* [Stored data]
-- -- --

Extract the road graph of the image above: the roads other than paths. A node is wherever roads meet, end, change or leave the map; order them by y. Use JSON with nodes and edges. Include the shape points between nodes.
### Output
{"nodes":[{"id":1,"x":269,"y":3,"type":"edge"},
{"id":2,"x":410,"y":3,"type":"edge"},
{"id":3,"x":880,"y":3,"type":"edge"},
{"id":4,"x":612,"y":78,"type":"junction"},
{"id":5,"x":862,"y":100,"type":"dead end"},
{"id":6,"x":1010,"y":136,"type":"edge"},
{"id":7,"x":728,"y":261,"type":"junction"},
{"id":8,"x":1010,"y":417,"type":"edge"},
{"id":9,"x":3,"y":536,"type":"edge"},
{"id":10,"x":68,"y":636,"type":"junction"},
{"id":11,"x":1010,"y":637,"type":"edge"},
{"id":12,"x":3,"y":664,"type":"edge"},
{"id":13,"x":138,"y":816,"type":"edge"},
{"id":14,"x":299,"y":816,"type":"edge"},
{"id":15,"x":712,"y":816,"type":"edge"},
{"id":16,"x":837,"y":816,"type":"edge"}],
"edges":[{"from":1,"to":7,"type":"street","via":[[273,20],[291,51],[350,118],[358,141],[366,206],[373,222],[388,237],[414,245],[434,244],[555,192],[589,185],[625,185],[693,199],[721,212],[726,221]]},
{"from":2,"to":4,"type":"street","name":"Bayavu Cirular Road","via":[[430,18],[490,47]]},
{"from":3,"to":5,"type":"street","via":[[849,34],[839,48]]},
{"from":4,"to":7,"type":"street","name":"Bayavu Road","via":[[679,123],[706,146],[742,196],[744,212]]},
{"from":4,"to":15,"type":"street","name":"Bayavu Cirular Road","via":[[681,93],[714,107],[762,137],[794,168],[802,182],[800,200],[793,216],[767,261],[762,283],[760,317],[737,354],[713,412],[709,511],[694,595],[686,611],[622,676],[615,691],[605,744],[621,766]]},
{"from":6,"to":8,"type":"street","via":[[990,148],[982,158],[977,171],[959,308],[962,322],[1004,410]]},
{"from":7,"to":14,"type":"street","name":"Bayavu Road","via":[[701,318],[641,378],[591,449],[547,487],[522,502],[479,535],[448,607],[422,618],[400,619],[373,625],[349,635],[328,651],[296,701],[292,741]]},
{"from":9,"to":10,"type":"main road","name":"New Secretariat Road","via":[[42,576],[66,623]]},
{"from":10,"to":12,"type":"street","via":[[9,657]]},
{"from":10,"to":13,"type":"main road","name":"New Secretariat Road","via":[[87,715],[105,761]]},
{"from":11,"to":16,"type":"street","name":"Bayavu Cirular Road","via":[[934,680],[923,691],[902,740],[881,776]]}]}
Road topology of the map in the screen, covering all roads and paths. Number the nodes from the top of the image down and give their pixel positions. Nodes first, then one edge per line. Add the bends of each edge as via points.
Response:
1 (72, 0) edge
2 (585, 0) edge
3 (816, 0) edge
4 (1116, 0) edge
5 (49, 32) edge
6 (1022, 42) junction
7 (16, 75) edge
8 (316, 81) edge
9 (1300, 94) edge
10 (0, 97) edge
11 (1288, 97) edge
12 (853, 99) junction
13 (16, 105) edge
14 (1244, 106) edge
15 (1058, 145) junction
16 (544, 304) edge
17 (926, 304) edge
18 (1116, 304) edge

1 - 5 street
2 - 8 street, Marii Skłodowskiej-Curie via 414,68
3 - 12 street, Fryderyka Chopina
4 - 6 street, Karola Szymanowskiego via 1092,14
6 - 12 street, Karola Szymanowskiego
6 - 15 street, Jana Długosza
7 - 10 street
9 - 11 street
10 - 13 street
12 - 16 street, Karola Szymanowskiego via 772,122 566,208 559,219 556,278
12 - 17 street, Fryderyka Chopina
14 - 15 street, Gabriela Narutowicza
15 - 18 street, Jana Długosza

-- -- --

* [Exercise instructions]
Please retype the data above exactly, including every line.

* [Exercise result]
Extract the road graph of the image above: the roads other than paths. A node is wherever roads meet, end, change or leave the map; order them by y. Use JSON with nodes and edges. Include the shape points between nodes.
### Output
{"nodes":[{"id":1,"x":269,"y":3,"type":"edge"},
{"id":2,"x":410,"y":3,"type":"edge"},
{"id":3,"x":880,"y":3,"type":"edge"},
{"id":4,"x":612,"y":78,"type":"junction"},
{"id":5,"x":862,"y":100,"type":"dead end"},
{"id":6,"x":1010,"y":136,"type":"edge"},
{"id":7,"x":728,"y":261,"type":"junction"},
{"id":8,"x":1010,"y":417,"type":"edge"},
{"id":9,"x":3,"y":536,"type":"edge"},
{"id":10,"x":68,"y":636,"type":"junction"},
{"id":11,"x":1010,"y":637,"type":"edge"},
{"id":12,"x":3,"y":664,"type":"edge"},
{"id":13,"x":138,"y":816,"type":"edge"},
{"id":14,"x":299,"y":816,"type":"edge"},
{"id":15,"x":712,"y":816,"type":"edge"},
{"id":16,"x":837,"y":816,"type":"edge"}],
"edges":[{"from":1,"to":7,"type":"street","via":[[273,20],[291,51],[350,118],[358,141],[366,206],[373,222],[388,237],[414,245],[434,244],[555,192],[589,185],[625,185],[693,199],[721,212],[726,221]]},
{"from":2,"to":4,"type":"street","name":"Bayavu Cirular Road","via":[[430,18],[490,47]]},
{"from":3,"to":5,"type":"street","via":[[849,34],[839,48]]},
{"from":4,"to":7,"type":"street","name":"Bayavu Road","via":[[679,123],[706,146],[742,196],[744,212]]},
{"from":4,"to":15,"type":"street","name":"Bayavu Cirular Road","via":[[681,93],[714,107],[762,137],[794,168],[802,182],[800,200],[793,216],[767,261],[762,283],[760,317],[737,354],[713,412],[709,511],[694,595],[686,611],[622,676],[615,691],[605,744],[621,766]]},
{"from":6,"to":8,"type":"street","via":[[990,148],[982,158],[977,171],[959,308],[962,322],[1004,410]]},
{"from":7,"to":14,"type":"street","name":"Bayavu Road","via":[[701,318],[641,378],[591,449],[547,487],[522,502],[479,535],[448,607],[422,618],[400,619],[373,625],[349,635],[328,651],[296,701],[292,741]]},
{"from":9,"to":10,"type":"main road","name":"New Secretariat Road","via":[[42,576],[66,623]]},
{"from":10,"to":12,"type":"street","via":[[9,657]]},
{"from":10,"to":13,"type":"main road","name":"New Secretariat Road","via":[[87,715],[105,761]]},
{"from":11,"to":16,"type":"street","name":"Bayavu Cirular Road","via":[[934,680],[923,691],[902,740],[881,776]]}]}
Road topology of the map in the screen, covering all roads and paths. Number the nodes from the top of the image down and give their pixel positions. Nodes first, then one edge per line. Add the bends of each edge as via points.
Response:
1 (72, 0) edge
2 (585, 0) edge
3 (816, 0) edge
4 (1116, 0) edge
5 (49, 32) edge
6 (1022, 42) junction
7 (16, 75) edge
8 (316, 81) edge
9 (1300, 94) edge
10 (0, 97) edge
11 (1288, 97) edge
12 (853, 99) junction
13 (16, 105) edge
14 (1244, 106) edge
15 (1058, 145) junction
16 (544, 304) edge
17 (926, 304) edge
18 (1116, 304) edge

1 - 5 street
2 - 8 street, Marii Skłodowskiej-Curie via 414,68
3 - 12 street, Fryderyka Chopina
4 - 6 street, Karola Szymanowskiego via 1092,14
6 - 12 street, Karola Szymanowskiego
6 - 15 street, Jana Długosza
7 - 10 street
9 - 11 street
10 - 13 street
12 - 16 street, Karola Szymanowskiego via 772,122 566,208 559,219 556,278
12 - 17 street, Fryderyka Chopina
14 - 15 street, Gabriela Narutowicza
15 - 18 street, Jana Długosza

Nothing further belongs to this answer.